> [Try it]: If a line below contains the string "street", copy it out.

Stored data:

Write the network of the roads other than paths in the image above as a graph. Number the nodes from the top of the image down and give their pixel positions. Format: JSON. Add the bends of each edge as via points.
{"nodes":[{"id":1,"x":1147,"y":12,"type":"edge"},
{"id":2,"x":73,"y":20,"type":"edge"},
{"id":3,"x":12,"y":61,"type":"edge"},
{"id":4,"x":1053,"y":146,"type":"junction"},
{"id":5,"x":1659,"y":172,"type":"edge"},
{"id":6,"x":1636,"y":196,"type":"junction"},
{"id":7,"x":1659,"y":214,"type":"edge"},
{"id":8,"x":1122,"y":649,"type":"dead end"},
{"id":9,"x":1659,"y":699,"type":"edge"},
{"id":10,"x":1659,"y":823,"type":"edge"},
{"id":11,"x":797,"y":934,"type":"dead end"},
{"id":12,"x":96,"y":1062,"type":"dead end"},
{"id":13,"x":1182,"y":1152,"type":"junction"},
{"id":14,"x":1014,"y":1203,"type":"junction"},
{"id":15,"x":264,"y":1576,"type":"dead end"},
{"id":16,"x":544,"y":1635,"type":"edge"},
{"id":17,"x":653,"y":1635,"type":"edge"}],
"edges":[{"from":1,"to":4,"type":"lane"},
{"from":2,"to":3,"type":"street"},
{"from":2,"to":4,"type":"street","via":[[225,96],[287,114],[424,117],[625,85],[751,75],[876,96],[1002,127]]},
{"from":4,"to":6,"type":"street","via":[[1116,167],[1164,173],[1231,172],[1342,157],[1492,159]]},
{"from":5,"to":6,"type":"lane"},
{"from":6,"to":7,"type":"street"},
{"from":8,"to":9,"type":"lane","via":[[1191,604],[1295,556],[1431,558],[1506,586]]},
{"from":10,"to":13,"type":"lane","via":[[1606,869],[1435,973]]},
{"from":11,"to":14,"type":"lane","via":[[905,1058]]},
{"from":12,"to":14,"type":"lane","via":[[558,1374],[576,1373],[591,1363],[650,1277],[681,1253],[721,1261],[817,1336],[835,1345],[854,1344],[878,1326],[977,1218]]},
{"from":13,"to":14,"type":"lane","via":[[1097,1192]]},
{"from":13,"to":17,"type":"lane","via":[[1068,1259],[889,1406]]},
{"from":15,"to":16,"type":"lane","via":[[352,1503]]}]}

> [Your response]:
{"from":2,"to":3,"type":"street"},
{"from":2,"to":4,"type":"street","via":[[225,96],[287,114],[424,117],[625,85],[751,75],[876,96],[1002,127]]},
{"from":4,"to":6,"type":"street","via":[[1116,167],[1164,173],[1231,172],[1342,157],[1492,159]]},
{"from":6,"to":7,"type":"street"},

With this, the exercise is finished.